Likely related to the structure/formatting of entry-metadata.csv

https://edition-staging.makingandknowing.org/#/entries


gschare commented:

Yes, entry-metadata.csv is missing a ton of data on my end as well. I'm not sure what is causing this bug, but I'm presuming it has something to do with BeautifulSoup. The reason I say this is that I just finished work on an issue to switch from BeautifulSoup to lxml (cu-mkp/manuscript-object#33) and when I run update.py to check those results, I get the full correct output of entry_metadata.csv. After we merge that pull request and re-run update.py, it should be fine.

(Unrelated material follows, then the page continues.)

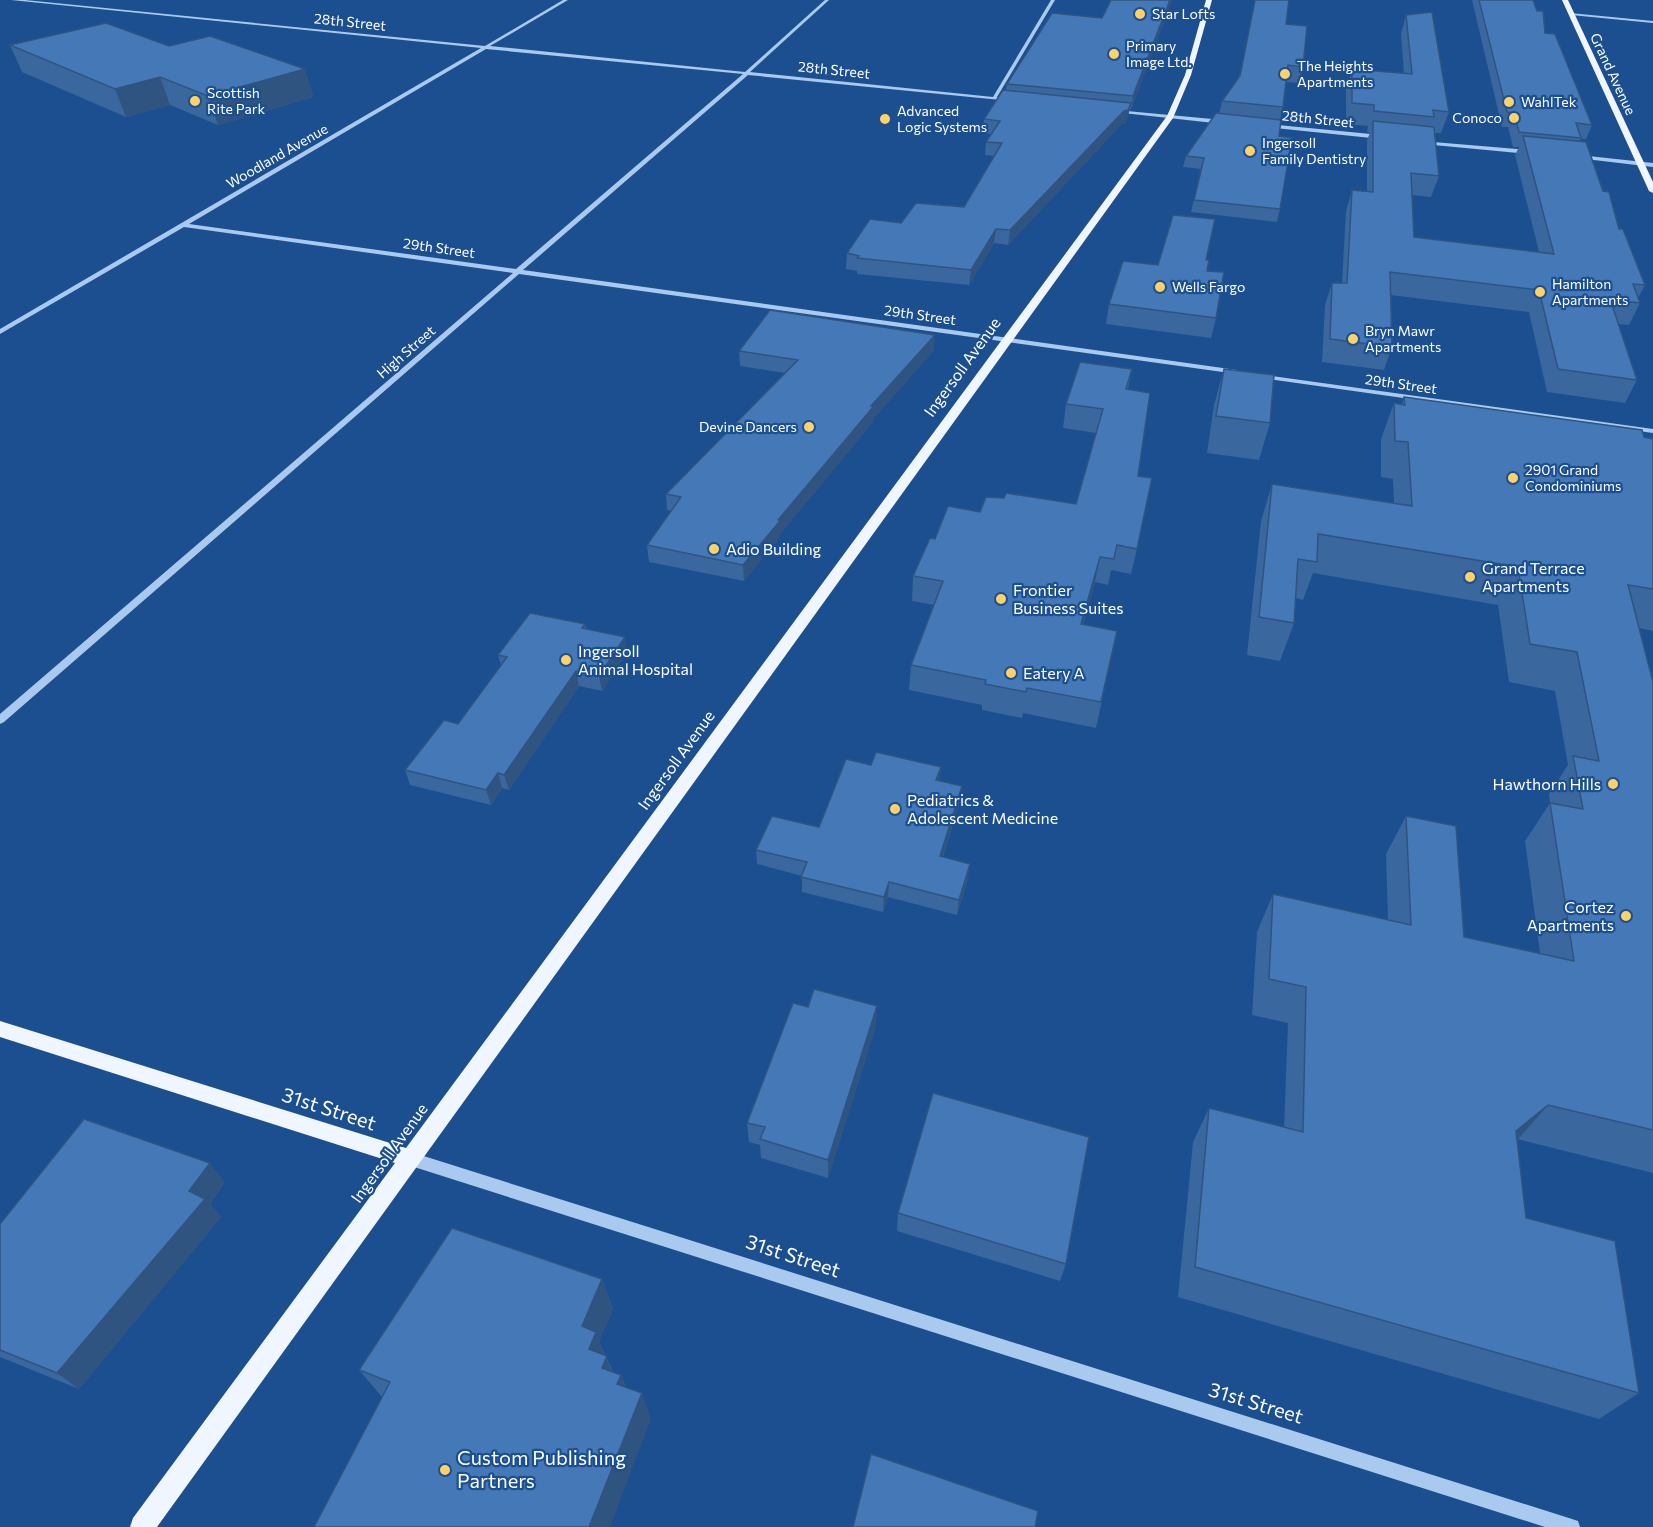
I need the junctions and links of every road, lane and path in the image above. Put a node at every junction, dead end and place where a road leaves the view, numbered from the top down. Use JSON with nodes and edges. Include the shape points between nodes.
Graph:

I'm also seeing some strange line breaks in derivative files with this release, which also happens to be fixed by switching from BeautifulSoup to lxml. This is a very peculiar issue and I don't know exactly what is causing it, but I take full responsibility for the mistake; it definitely has to do with the changes I made in manuscript-object last Thursday.


gschare commented:

Ah, I found the exact problem. When BeautifulSoup parses the files in ms-xml and separates out the divs, I told it to "prettify()" the XML before returning it. This returns the exact same XML content, but with added line breaks between tags. This accounts for the weird-looking txt derivatives; what had happened is Recipe.py loads back up the XML with added line breaks and then removes all tags, leaving a bunch of awkwardly spaced out text. This would make sense for a DOM, but we are using XML more like HTML tags in a body of text, so it doesn't quite work.

The reason entry-metadata.csv failed so spectacularly is that regex and line breaks are not friends. They are bitter enemies. With the added line breaks, pretty much every single heading got split up and as a result the regex to find headings returned empty strings.

Now I can say with certainty why and how using lxml fixes the issue: lxml does not mess with the original line breaks when parsing XML and displaying it as text. To be extra careful, I am going to make sure to turn off pretty-printing. But on my local machine, running update.py with the changes from the pull request fixes the problem.